253 reviews124 followers
August 17, 2023
Sublime. A magisterial death sentence.

I haven't read a book this powerful in a while. Bartel turns the reader into a fly on the walls of central banks, ministerial offices and diplomatic conferences to follow the decisive discussions that were to determine the global turn to neoliberalism.

I'll collect my thoughts soon — the book's conclusions are epochal — but chiefly:

— Bartel demonstrates how the scene's big player often failed or succeeded in spite of themselves, perpendicular to their own plans. Reagan set out to "starve the beast" but ended up committing to the greatest deficit spending in history; Volcker's shock succeeded, not due to the expected productivity gains, but on account of foreign capital fleeing into the American fiscal black hole, historically unprecedented. The US couldn't coerce their European allies into withholding credit from the East Bloc, but Volcker's credit witchcraft unexpectedly had the same result. Western liberals and sclerotic communists alike projected unto Gorbachev the image of a democratic capitalist reformer, which wasn't a priority of his, but his attempts to reform the Union's economic engine resulted the unequivocal capitalist restoration. Reagan's tax cuts in a time of inflation on average ended up pushing incomes into higher tax brackets, before the abrupt halt in inflation smothered that fiscal good luck.

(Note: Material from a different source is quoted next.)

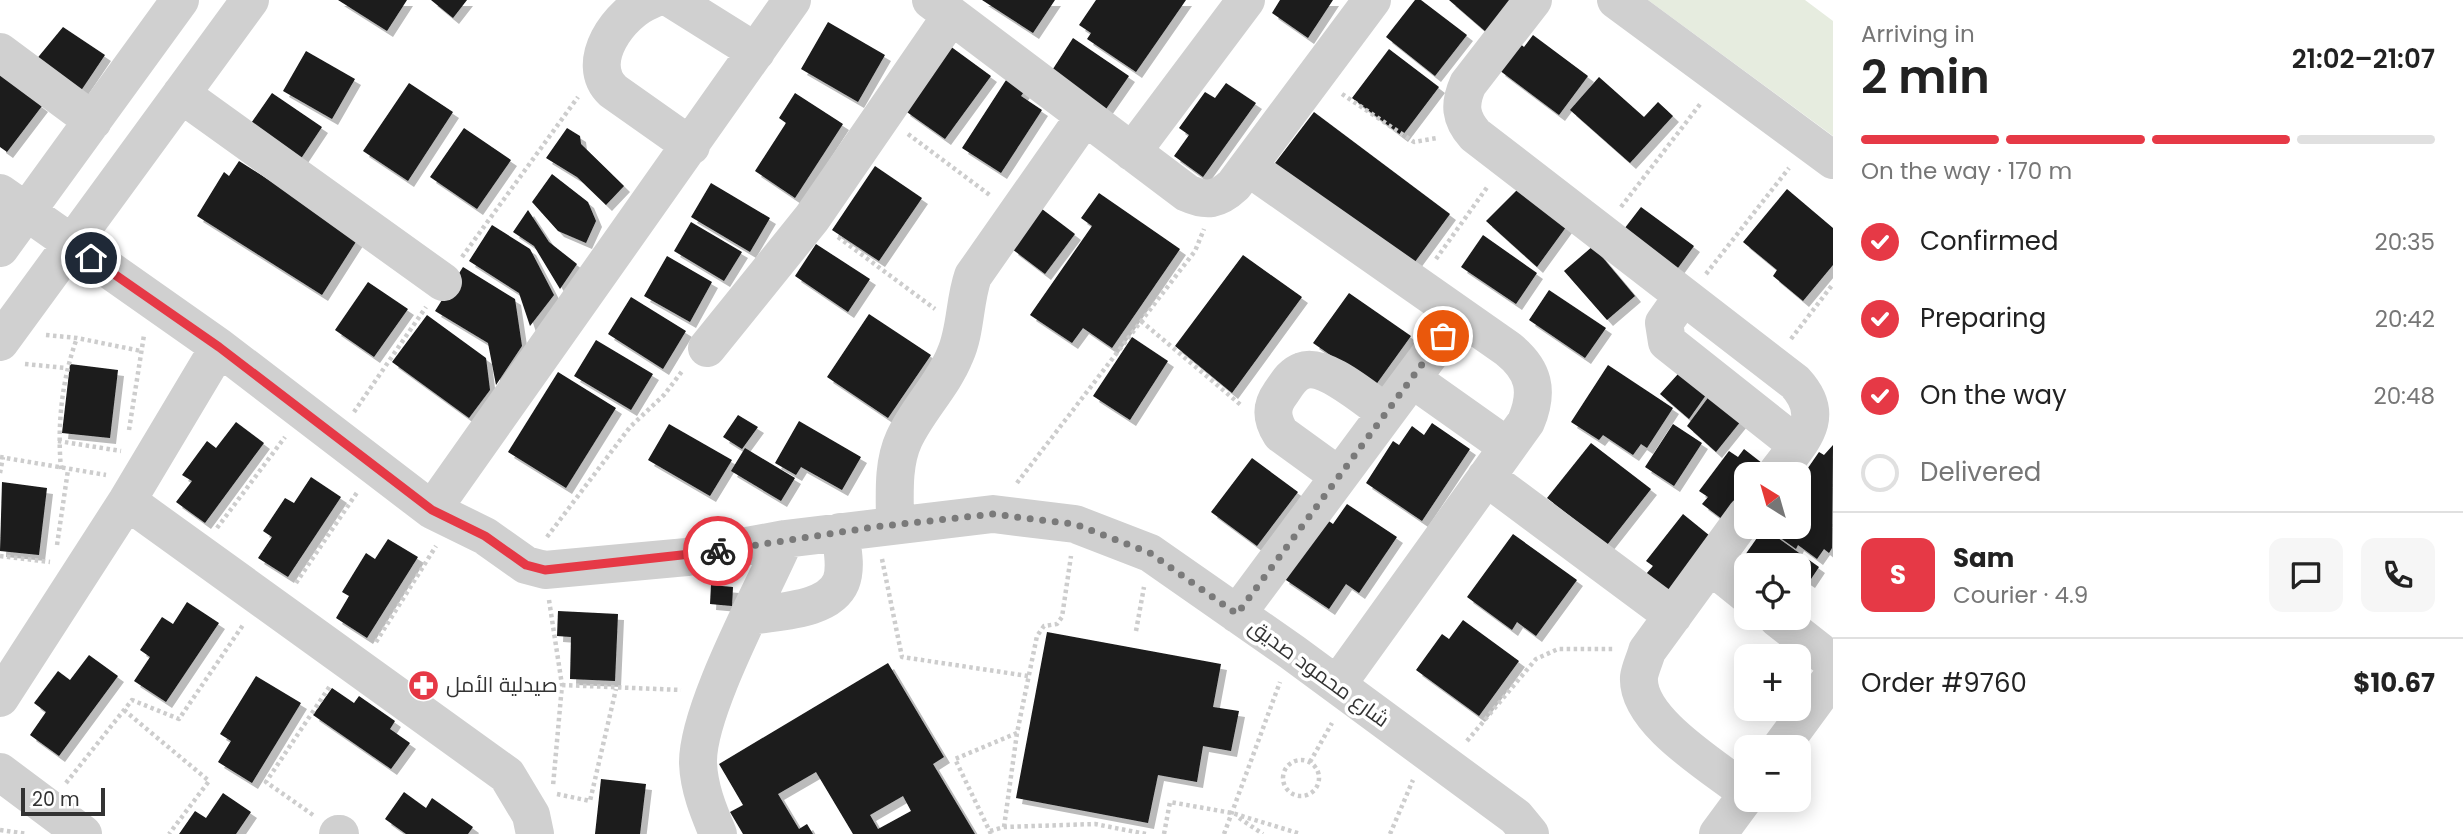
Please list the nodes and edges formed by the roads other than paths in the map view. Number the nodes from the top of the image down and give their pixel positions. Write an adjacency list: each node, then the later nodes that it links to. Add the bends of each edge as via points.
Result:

Politics is an endless trek through the jungle. Theory and ideology can guide your first three steps, but after those you're groping in the darkness. If someone ends up in a specific spot, don't assume it's because it was their conscious goal — oftentimes circumstances force your step, regardless of ideology. The Polish Communist Party and Solidarnosc both attempted to force austerity onto the Polish workers, neither were ideologically disposed to this, only one managed to see it through.

— "There is no alternative" wasn't just a slogan; it was an accurate observation repeated by committed communists across the curtain. The oil crises and the Volcker shock globally, and lagging productivity for the socialist countries in particular, forced governments around the world to confront the "politics of breaking promises": popular consumption would have to be curbed to free up capital for investment and productivity purposes, labour would have to be disciplined and forced to do more with less, moribund industries allowed to collapse and the labour force tied up in it take it on the chin. For the socialist countries, productivity stagnation forced an early dependence on credit financing (from the West) and cheap resources (from the East). Propping up consumption with these created a social buffer but also an economic tumor.

Social democracy in times of slower growth must necessarily be expressed as neoliberalism. Communism, as the Chinese model... Or, failing to take that route, the post-soviet wastelands. Economic realities created the neoliberal response, which created the neoliberal beneficiaries — not, as conspiracism or vulgar marxism would have it, the other way around.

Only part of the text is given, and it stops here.